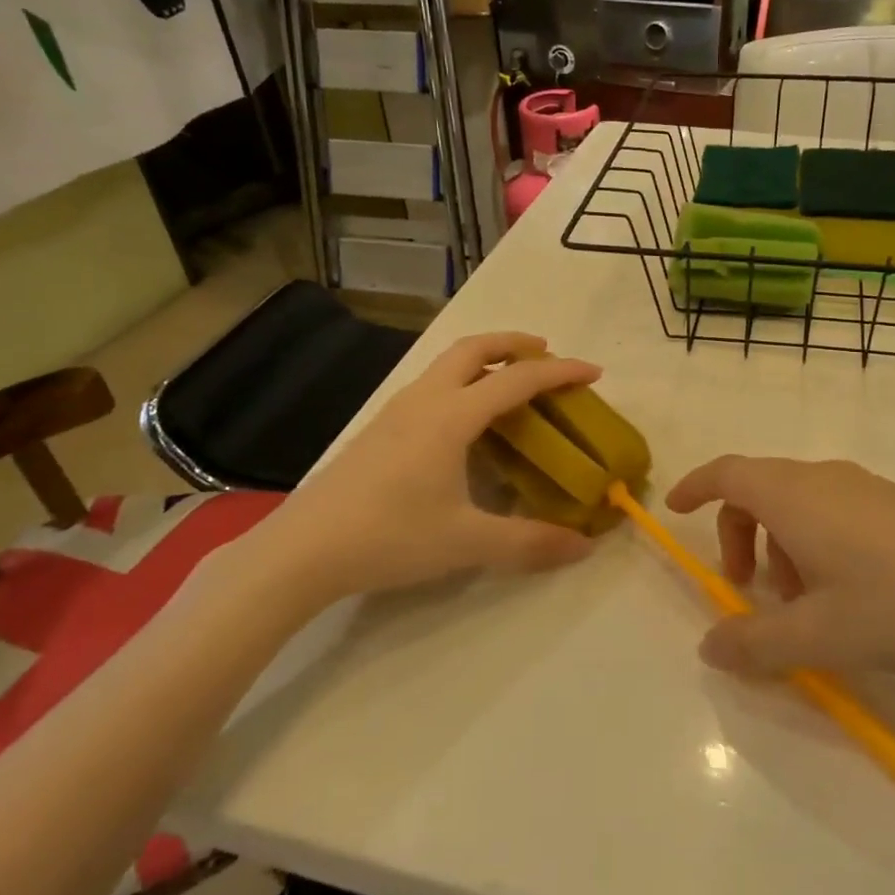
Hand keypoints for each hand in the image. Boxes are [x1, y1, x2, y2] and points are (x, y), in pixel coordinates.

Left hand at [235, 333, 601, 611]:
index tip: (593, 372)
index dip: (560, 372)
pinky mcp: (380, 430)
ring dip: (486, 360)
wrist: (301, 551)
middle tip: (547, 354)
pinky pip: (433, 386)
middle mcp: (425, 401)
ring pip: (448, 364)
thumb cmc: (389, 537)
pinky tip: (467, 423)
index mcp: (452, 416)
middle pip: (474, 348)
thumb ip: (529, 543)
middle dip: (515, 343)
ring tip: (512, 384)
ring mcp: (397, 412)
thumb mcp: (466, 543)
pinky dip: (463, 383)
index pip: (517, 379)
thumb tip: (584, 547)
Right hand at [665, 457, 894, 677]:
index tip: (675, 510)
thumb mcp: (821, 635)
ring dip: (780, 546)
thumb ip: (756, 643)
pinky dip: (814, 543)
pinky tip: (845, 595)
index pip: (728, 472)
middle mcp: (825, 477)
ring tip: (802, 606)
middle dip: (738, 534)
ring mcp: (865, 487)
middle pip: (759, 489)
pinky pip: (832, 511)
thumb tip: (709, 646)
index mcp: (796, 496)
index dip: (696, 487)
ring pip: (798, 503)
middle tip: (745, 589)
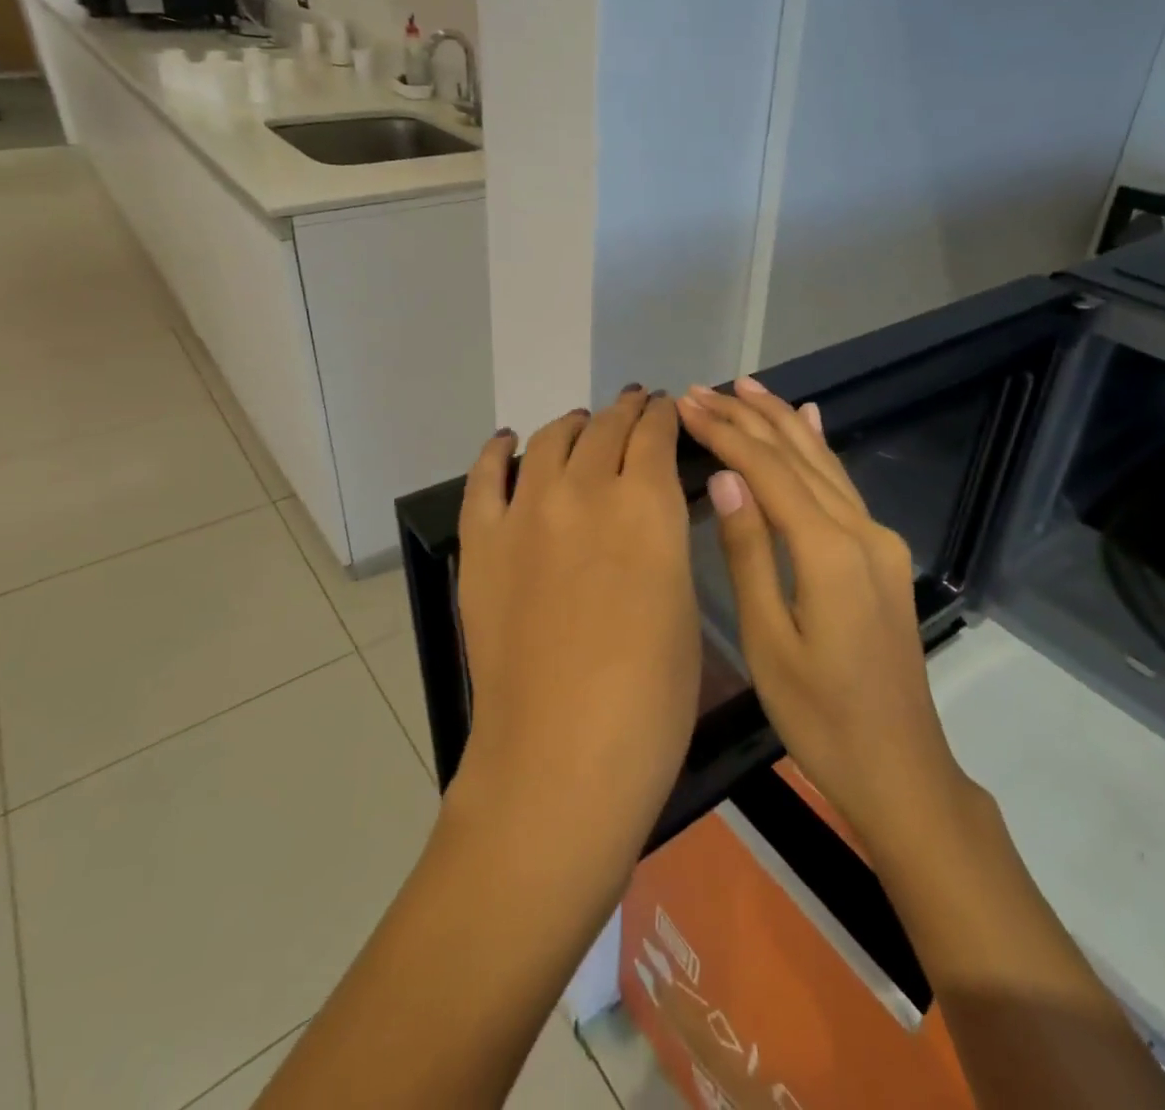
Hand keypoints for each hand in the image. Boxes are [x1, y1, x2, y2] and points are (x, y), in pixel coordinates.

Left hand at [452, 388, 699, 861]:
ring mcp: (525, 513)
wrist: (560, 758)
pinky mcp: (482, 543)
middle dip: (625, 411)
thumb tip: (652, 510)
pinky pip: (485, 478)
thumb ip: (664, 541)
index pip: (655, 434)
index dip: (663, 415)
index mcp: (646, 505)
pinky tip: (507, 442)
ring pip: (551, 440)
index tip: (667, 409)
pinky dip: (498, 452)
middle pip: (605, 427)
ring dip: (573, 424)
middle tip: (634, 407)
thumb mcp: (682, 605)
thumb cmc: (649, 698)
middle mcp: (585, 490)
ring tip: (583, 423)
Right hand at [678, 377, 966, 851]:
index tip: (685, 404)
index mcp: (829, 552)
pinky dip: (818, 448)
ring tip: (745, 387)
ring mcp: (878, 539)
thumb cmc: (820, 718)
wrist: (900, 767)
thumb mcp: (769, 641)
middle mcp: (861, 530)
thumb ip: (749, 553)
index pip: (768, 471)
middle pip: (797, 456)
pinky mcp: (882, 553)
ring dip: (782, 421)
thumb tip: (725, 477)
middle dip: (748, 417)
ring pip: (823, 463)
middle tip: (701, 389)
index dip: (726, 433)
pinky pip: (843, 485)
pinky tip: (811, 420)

********************

__PROBLEM DETAILS__
Return, word for word, every line from the line with "middle dip: (625, 411)" to the final line of the data.

__THE COMPLETED TASK__
middle dip: (625, 411)
thumb tip: (652, 510)
pinky pip: (485, 478)
thumb ip: (664, 541)
index pip: (655, 434)
index dip: (663, 415)
index mcp: (646, 505)
pinky tip: (507, 442)
ring pip: (551, 440)
index tip: (667, 409)
pinky dip: (498, 452)
middle pip: (605, 427)
ring dip: (573, 424)
middle tip: (634, 407)
thumb mcp: (682, 605)
thumb cmc: (649, 698)
middle mcp: (585, 490)
ring tip: (583, 423)
Right hand at [678, 377, 966, 851]:
index tip: (685, 404)
index mcp: (829, 552)
pinky dip: (818, 448)
ring tip: (745, 387)
ring mcp: (878, 539)
thumb cmc: (820, 718)
wrist: (900, 767)
thumb mcp: (769, 641)
middle mcp: (861, 530)
thumb ip: (749, 553)
index pip: (768, 471)
middle pip: (797, 456)
pinky mcp: (882, 553)
ring dip: (782, 421)
thumb tip: (725, 477)
middle dip: (748, 417)
ring pip: (823, 463)
middle tip: (701, 389)
index dip: (726, 433)
pinky pip: (843, 485)
pinky tip: (811, 420)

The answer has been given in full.